Dry Mouth Alters Oral Microbiome of Primary Sjögren’s Syndrome Patients, Study Shows
Low salivary secretion contributes more to the altered oral microbiome found in people with primary Sjogren’s syndrome (pSS) than does the underlying disease, a Dutch study shows.
The research, “Reduced salivary secretion contributes more to changes in the oral microbiome of patients with primary Sjögren’s syndrome than underlying disease,” appeared in the journal Annals of the Rheumatic Diseases.
The oral microbiome — the community of bacteria, viruses, and fungi that populate the mouth — of pSS patients differs from that of healthy individuals. However, researchers still do not know whether this is due to lower salivary secretion or if it is specific to pSS.
To determine if pSS patients have a specific oral microbiome, scientists at University Medical Center Groningen collected oral washings from 121 people referred for pSS diagnosis — 36 were classified as having pSS, and 85 as non-pSS patients — and from 14 healthy controls without mouth or oral dryness.
Researchers analyzed bacterial composition by sequencing participants’ RNA — an intermediate molecule between DNA and a protein.
Results revealed similar types of bacteria and relative abundances across the different groups. Both pSS and non-pSS patients, however, showed a larger variation in bacterial composition than did healthy subjects.
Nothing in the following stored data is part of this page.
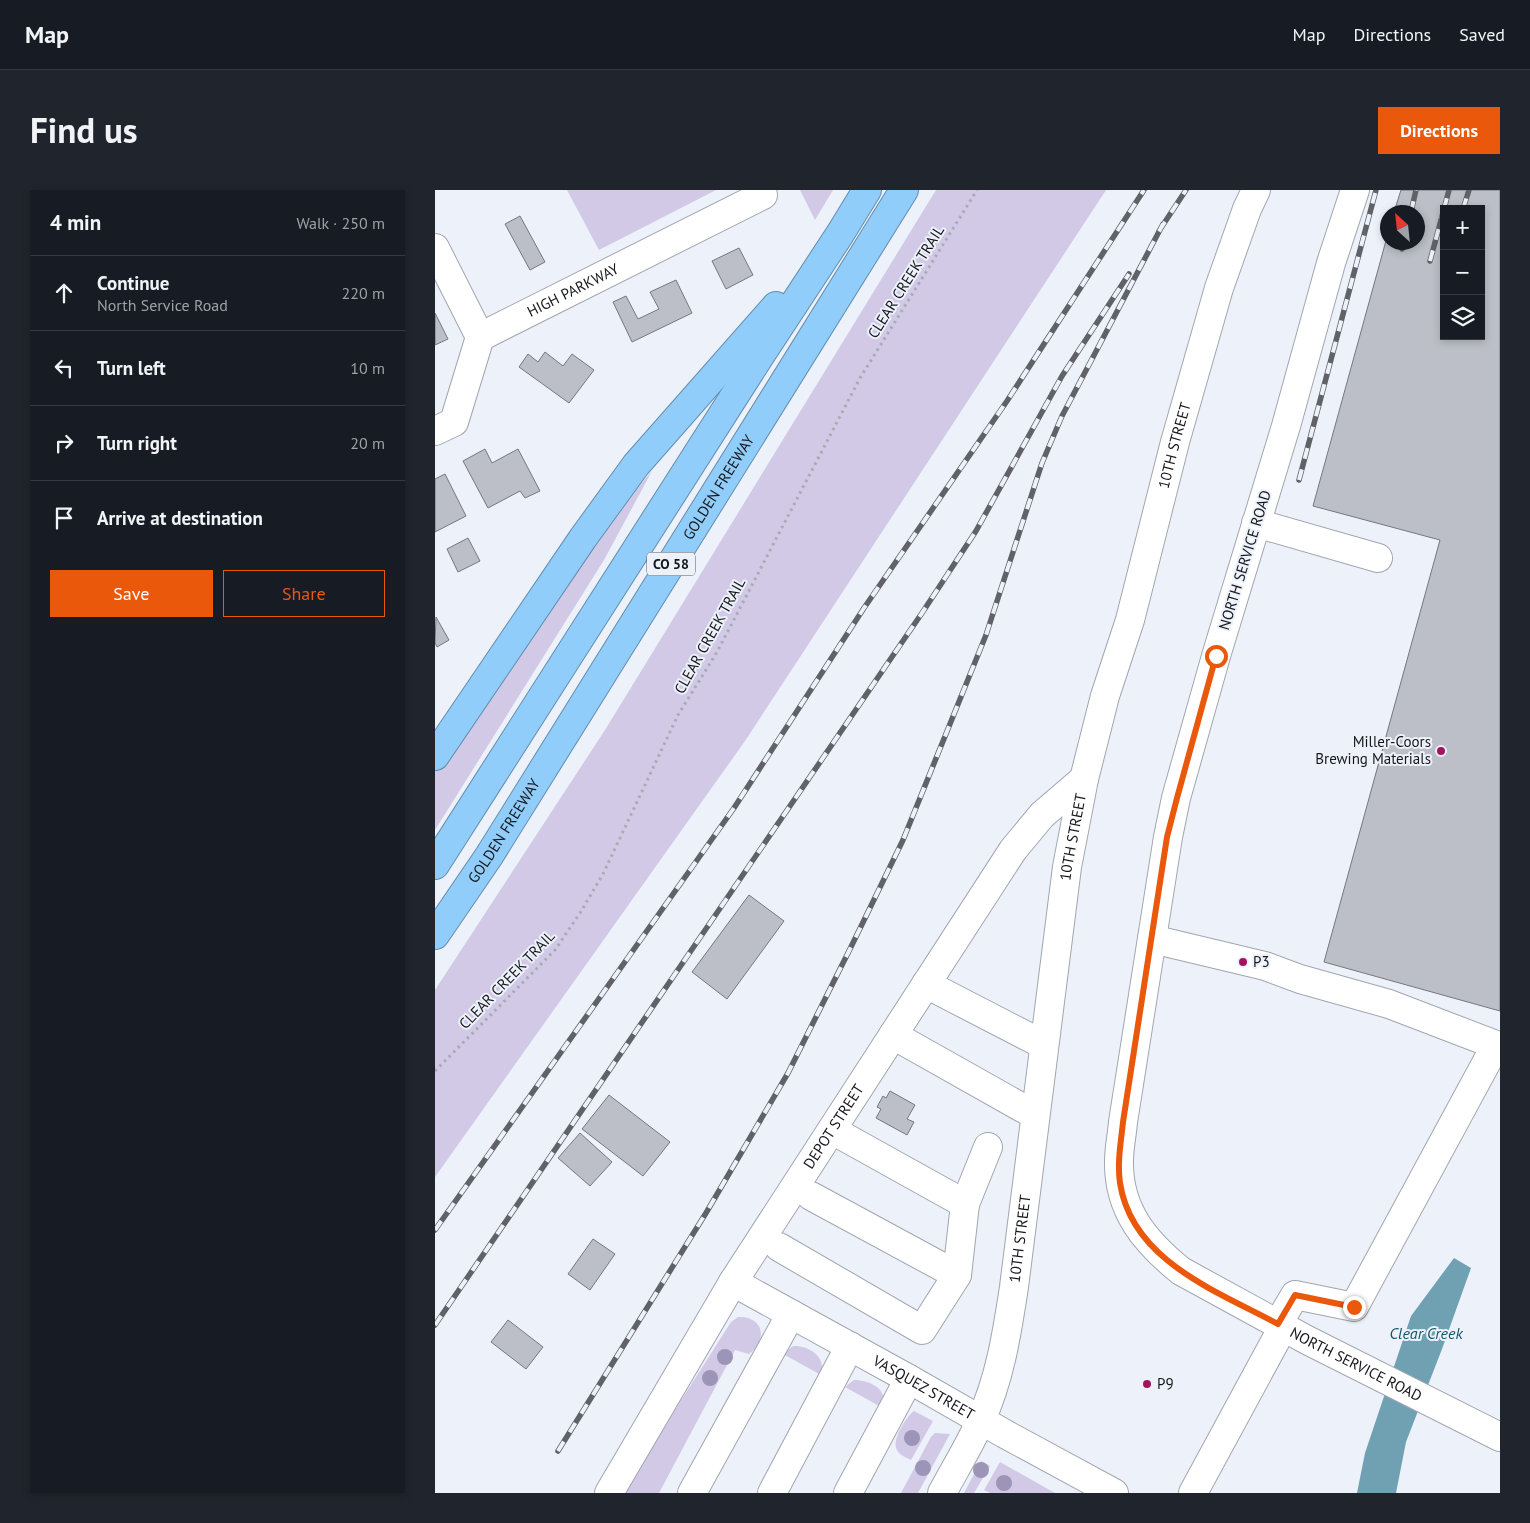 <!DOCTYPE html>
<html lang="en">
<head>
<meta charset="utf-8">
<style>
	:root { --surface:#171b24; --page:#20242c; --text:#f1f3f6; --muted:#9ea1a6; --line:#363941; --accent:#ea580c }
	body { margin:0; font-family:"PT Sans",sans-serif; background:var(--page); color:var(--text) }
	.controls { position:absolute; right:15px; top:15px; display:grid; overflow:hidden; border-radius:0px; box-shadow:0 2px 8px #0003 }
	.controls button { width:45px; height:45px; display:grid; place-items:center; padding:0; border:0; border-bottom:1px solid var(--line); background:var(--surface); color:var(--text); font:25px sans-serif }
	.compass { position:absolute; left:945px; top:15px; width:45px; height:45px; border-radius:50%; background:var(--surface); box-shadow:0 2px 8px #0003; rotate:333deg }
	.stop { position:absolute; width:15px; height:15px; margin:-11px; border:4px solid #ea580c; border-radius:50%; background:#fff }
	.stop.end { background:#ea580c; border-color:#fff; box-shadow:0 1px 5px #0008 }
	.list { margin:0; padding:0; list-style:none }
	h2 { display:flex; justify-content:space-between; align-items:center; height:65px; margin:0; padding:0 20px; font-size:21px }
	h2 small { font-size:16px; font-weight:400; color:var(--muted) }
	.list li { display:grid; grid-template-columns:32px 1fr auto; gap:15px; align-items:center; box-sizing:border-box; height:75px; padding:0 20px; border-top:1px solid var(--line) }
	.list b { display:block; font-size:19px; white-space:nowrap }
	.list p { margin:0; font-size:16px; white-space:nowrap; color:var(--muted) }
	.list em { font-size:16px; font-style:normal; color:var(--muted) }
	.actions { display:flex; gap:10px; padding:15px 20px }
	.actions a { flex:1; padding:11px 0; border:1px solid var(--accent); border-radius:0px; text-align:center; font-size:18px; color:var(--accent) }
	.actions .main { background:var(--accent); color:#fff }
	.icon { flex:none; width:28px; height:28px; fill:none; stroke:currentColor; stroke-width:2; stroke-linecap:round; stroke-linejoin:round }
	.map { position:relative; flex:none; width:1065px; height:1303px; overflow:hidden; border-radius:0px }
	header { display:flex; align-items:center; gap:30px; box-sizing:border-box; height:70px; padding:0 25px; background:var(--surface); border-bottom:1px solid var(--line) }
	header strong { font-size:24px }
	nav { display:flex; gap:28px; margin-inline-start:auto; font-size:18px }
	.intro { display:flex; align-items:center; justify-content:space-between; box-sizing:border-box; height:120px; padding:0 30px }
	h1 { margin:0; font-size:35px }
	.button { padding:12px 22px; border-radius:0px; background:var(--accent); color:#fff; font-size:18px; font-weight:700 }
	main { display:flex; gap:30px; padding:0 30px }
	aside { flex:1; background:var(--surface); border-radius:0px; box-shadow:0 2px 8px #0003 }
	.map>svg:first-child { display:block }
</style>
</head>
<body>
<header>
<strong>Map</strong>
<nav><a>Map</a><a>Directions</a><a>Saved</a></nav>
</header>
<div class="intro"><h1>Find us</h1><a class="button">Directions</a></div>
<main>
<aside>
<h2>4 min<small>Walk · 250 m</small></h2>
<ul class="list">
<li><svg class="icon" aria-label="ahead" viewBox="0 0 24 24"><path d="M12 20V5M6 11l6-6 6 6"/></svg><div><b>Continue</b><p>North Service Road</p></div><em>220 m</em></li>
<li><svg class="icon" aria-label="left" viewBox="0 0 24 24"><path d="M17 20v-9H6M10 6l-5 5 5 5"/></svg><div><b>Turn left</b></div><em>10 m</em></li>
<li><svg class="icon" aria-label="right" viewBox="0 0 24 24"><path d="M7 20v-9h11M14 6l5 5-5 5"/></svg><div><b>Turn right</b></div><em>20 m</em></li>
<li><svg class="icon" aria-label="arrive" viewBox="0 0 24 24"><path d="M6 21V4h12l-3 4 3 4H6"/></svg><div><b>Arrive at destination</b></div></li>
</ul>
<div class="actions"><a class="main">Save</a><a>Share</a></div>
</aside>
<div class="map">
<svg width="1065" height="1303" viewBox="0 0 1065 1303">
	<rect width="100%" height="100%" fill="#ecf1fa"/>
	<!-- green -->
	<path fill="#d1c9e6" d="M132,0H281L164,60Z
		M365,0H398L380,30Z
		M501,0H671L310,551L0,987V800L170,540Z
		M217,281L169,370L0,640V574L179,325Z
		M303,1127C329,1126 333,1150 314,1164L300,1160L224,1303H187L296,1132Z
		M358,1156C374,1155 392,1167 386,1185L348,1164Z
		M419,1190C433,1190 456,1199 446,1217L410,1197Z
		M479,1221L498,1231L476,1270C470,1267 462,1264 461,1257C458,1248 472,1226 479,1221Z
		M500,1243L515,1244L483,1303H466L496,1247Z
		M546,1271L555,1276L539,1303H529Z
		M565,1272L620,1303H555L549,1300Z"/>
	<!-- water -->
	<path fill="#70a1b3" d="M1019,1068L1036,1078L1007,1159L971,1252L961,1303H922L930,1263L976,1126Z"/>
	<!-- building -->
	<path fill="#bdbfc8" stroke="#767780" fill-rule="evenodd" d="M966,0H1065V821L889,772L1005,350L878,316L952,47V52H982V22H959ZM1009,19H1046V146H1009Z
		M85,26L110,72L95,80L70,34Z
		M304,58L318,85L291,99L277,71Z
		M241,90L257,123L197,152L178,112L191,106L203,129L224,119L215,102Z
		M0,123L13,149L0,155Z
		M110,162L128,176L137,164L159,180L134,213L84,177L93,164L103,172Z
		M50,259L57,273L83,259L105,301L90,308L85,301L53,318L28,271Z
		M10,284L31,326L0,342V289Z
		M33,348L45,371L23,382L12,359Z
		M1,427L14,450L2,457L0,453Z
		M314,705L349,731L292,809L257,782Z
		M455,901L480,915L472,929L479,932L472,945L441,928L446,919L442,917L448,906L451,908Z
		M174,905L235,952L208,986L147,939Z
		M145,943L177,972L155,996L123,968Z
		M158,1049L180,1064L155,1100L133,1084Z
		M73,1130L108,1157L91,1179L56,1152Z"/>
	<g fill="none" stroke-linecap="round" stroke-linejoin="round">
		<!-- minor casing -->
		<g stroke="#a1a6af" stroke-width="30">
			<g id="minor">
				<path id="s1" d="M920,0L896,73L851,236L781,466L741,608L733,647L688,932C687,945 684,958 684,971C683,1020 710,1052 746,1081L872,1150L1065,1247"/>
				<path d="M0,58L45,147"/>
				<path id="s2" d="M0,241L19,232L45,147L328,5"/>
				<path d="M821,333L943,368"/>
				<path d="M717,749L830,776L865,789L954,814L1061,855L919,1117L860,1105L843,1134"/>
				<path d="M491,794L609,855"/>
				<path d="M458,845L600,925"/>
				<path d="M376,1006L522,1085"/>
				<path d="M530,1014L553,957"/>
				<path d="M344,1057L487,1140L522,1085L530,1014L397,940"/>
				<path id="s3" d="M298,1092L474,1189L570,1244L679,1303"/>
				<path id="s4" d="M174,1303L298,1092L578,660L607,625L649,589"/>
				<path d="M257,1303L356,1124"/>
				<path d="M337,1303L415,1156"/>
				<path d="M413,1303L474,1189"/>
				<path id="s5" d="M507,1303C520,1279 534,1256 545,1232C565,1189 572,1143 579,1097L632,677L649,589L670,506L695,430L740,252L784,98L812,19L821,0"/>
				<path d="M758,1303L848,1137"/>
			</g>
		</g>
		<!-- highway casing -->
		<g stroke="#658dac" stroke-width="30">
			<g id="highway">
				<path d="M0,566L148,348L201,275L341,116"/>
				<path d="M0,675L323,169L405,44L432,0"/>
				<path id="s6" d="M0,745L54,666L469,0"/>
			</g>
		</g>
		<!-- path -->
		<path stroke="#a8acb4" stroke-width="3" stroke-dasharray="2.5 4" stroke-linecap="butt" d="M0,881L120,760L145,723L168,684L243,525L282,462L425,188L542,0"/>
		<!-- minor -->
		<use href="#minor" stroke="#fff" stroke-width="28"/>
		<!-- highway -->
		<use href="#highway" stroke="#90cdfa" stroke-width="28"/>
		<!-- rail casing -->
		<g stroke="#606268" stroke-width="5.5">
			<path id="rail" d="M1009,19L1014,0
				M1028,19L1034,0
				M976,22L981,0
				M724,41L751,0
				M967,59L968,52
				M995,71L1009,19
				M864,290L941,0
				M0,1040L299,618L429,418L572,211L709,0
				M0,1135L487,423L541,341L627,186L694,84
				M123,1261L271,1023L353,883L415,759L468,650L551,445L607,273L627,226L728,34"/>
		</g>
		<!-- rail -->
		<use href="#rail" stroke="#ecf1fa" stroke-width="4" stroke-dasharray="11" stroke-linecap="butt"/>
	</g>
	<!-- trees -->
	<g fill="#9d95b7">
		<circle cx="290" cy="1167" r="8"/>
		<circle cx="275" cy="1188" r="8"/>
		<circle cx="477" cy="1248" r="8"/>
		<circle cx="488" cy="1278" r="8"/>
		<circle cx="546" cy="1280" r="8"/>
		<circle cx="569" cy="1293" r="8"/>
	</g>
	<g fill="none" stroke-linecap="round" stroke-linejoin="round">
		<!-- route -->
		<path stroke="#ea580c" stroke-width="6" d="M781,466L742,608L732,647L688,932C686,952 682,972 685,993C697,1071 782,1101 843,1134L860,1105L919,1117"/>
	</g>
	<!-- markers -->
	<g fill="#a1145e" stroke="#ecf1fa" stroke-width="2">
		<circle cx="1006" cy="561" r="5"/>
		<circle cx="808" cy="772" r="5"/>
		<circle cx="712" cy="1194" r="5"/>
	</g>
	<g text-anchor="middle" stroke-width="4" stroke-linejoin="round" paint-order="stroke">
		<!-- shield labels -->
		<rect fill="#ecf1fa" stroke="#56585e" stroke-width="1" x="212" y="362.5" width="48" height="23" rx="4"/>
		<g font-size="14" font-weight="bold" fill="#16171b">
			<text x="236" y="379">CO 58</text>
		</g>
		<!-- street labels -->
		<g font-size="15" fill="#16171b" stroke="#ecf1fa">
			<text transform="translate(471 92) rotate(-58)" y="5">CLEAR CREEK TRAIL</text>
			<text dy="5" stroke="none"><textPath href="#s2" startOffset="214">HIGH PARKWAY</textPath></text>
			<text dy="5" stroke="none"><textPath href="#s5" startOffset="1079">10TH STREET</textPath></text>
			<text dy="5" stroke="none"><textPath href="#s6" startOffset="530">GOLDEN FREEWAY</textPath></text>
			<text transform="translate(810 370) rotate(-73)" y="5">NORTH SERVICE ROAD</text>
			<text transform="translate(275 446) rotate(-61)" y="5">CLEAR CREEK TRAIL</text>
			<text dy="5" stroke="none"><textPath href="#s6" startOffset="125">GOLDEN FREEWAY</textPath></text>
			<text dy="5" stroke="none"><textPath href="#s5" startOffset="674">10TH STREET</textPath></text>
			<text transform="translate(72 790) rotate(-46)" y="5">CLEAR CREEK TRAIL</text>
			<text dy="5" stroke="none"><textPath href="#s4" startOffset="430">DEPOT STREET</textPath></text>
			<text dy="5" stroke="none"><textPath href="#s5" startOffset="269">10TH STREET</textPath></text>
			<text dy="5" stroke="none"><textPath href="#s1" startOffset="1331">NORTH SERVICE ROAD</textPath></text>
			<text dy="5" stroke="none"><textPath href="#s3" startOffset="218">VASQUEZ STREET</textPath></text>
		</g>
		<!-- poi labels -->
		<g font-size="15" fill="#16171b" stroke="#ecf1fa" text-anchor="start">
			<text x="996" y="557" text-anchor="end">Miller-Coors<tspan x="996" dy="17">Brewing Materials</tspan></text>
			<text x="818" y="777">P3</text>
			<text x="722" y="1199">P9</text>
		</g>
		<!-- water labels -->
		<g font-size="16" font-style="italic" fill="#135669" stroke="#ecf1fa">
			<text x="991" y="1149">Clear Creek</text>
		</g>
	</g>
</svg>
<div class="controls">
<button>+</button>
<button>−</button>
<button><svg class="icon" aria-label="layers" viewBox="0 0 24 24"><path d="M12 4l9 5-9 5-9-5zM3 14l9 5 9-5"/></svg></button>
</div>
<svg class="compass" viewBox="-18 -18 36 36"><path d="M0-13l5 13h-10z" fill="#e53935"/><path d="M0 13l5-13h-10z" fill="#9ea1a6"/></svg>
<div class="stop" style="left:781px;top:466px"></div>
<div class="stop end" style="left:919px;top:1117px"></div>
</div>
</main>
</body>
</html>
“This suggests that the oral microbiome in patients with pSS” and in patients without pSS “is more heterogeneous than that of HCs [healthy controls],” the researchers wrote. It also means it is impossible to identify pSS patients based on their oral bacterial population, they added.
Importantly, salivary secretions explained a greater percentage of bacterial variation (9%) than did disease status (5%).
Patients with pSS had a different average bacterial composition than did people in the other two groups. Specifically, they had lower abundance of Haemophilus and greater numbers of Fusobacterium.
Compared to the control group only, pSS patients had lower levels of Streptococcus and higher levels of Selenomonas. Compared to non-pSS patients only, they had lower levels of both Abiotrophia and Shuttleworthia.
The lack of Streptococcus bacteria found in pSS patients compared to healthy controls is in contrast to previous studies, which had reported a higher oral abundance in patients compared to healthy people. This may be related to the difference in samples analyzed in the respective studies — oral washings vs. mouth swabs — and to diverse RNA portions analyzed.
Researchers also observed that the relative abundance of Streptococcus was not correlated with whole salivary secretion, and that its association with pSS — compared to both non-pSS patients and controls — was independent of such secretion.
“This suggests that lower Streptococcus relative abundance is more disease specific than related” to whole salivary secretion, the scientists wrote. This result contrasts with that of the relative abundance of Haemophilus, Neisseria and Lactobacillus, which was linked with whole salivary secretion, but not with disease status. This suggests that lesser whole salivary secretion “in patients with pSS can explain changes of these genera,” they added.
“We conclude that salivary secretion has a stronger influence on the microbiome in oral washings than disease status,” the researchers wrote.